* Goal of the exercise *
Would you retype exactly the lines from the one containing "thumb cmc: (1251, 1010)" through the last line of the records below, and nothing else?

Dataset entries
########################################
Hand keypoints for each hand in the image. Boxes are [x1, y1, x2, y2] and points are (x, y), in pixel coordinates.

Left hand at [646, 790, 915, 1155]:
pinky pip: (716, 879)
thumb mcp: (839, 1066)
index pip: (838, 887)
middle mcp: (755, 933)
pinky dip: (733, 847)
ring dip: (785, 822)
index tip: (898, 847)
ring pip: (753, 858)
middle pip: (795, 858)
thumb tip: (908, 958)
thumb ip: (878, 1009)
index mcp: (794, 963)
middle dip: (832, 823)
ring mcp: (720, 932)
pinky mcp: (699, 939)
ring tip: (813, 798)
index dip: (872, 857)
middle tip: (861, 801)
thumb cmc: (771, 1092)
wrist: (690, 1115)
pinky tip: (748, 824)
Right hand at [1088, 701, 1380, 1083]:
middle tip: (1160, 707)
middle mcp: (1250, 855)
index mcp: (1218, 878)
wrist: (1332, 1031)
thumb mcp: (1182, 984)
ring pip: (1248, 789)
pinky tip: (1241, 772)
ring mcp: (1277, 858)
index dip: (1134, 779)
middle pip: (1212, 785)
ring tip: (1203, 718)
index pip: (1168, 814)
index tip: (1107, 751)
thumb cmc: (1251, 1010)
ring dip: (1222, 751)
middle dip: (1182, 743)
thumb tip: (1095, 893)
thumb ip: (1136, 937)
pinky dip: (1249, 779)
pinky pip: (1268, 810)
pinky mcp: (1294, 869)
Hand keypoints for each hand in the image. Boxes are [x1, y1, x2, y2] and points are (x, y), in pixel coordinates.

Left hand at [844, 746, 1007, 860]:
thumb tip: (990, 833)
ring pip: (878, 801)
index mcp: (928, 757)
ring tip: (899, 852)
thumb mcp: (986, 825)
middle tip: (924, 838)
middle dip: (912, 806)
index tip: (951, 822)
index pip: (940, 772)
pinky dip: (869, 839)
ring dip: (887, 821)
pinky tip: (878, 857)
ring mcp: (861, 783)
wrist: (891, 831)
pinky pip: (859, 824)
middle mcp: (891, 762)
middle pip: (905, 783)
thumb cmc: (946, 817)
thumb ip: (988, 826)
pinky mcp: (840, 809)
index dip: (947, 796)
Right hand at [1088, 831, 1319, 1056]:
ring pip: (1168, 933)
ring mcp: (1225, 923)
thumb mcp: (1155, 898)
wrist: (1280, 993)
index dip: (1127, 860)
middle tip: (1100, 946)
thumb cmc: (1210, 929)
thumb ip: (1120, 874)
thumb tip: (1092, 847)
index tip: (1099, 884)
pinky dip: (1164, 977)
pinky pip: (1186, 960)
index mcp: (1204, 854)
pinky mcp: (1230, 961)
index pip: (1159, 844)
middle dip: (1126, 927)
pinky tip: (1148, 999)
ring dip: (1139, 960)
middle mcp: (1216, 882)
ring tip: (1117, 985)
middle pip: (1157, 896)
########################################
* Answer *
thumb cmc: (1251, 1010)
ring dip: (1222, 751)
middle dip: (1182, 743)
thumb tip: (1095, 893)
thumb ip: (1136, 937)
pinky dip: (1249, 779)
pinky pip: (1268, 810)
pinky mcp: (1294, 869)
Hand keypoints for each hand in the image. Boxes are [x1, y1, x2, y2] and points are (x, y), in pixel coordinates.

Left hand at [844, 746, 1007, 860]:
thumb tip: (990, 833)
ring pip: (878, 801)
index mcp: (928, 757)
ring tip: (899, 852)
thumb mcp: (986, 825)
middle tip: (924, 838)
middle dip: (912, 806)
index tip: (951, 822)
index pip: (940, 772)
pinky dip: (869, 839)
ring dip: (887, 821)
pinky tip: (878, 857)
ring mcp: (861, 783)
wrist: (891, 831)
pinky pip: (859, 824)
middle mcp: (891, 762)
middle pip: (905, 783)
thumb cmc: (946, 817)
thumb ip: (988, 826)
pinky mcp: (840, 809)
index dip: (947, 796)
Right hand at [1088, 831, 1319, 1056]:
ring pip: (1168, 933)
ring mcp: (1225, 923)
thumb mcp: (1155, 898)
wrist: (1280, 993)
index dip: (1127, 860)
middle tip: (1100, 946)
thumb cmc: (1210, 929)
thumb ip: (1120, 874)
thumb tip: (1092, 847)
index tip: (1099, 884)
pinky dip: (1164, 977)
pinky pip: (1186, 960)
index mcp: (1204, 854)
pinky mcp: (1230, 961)
index pip: (1159, 844)
middle dip: (1126, 927)
pinky tip: (1148, 999)
ring dip: (1139, 960)
middle mcp: (1216, 882)
ring tip: (1117, 985)
middle pip: (1157, 896)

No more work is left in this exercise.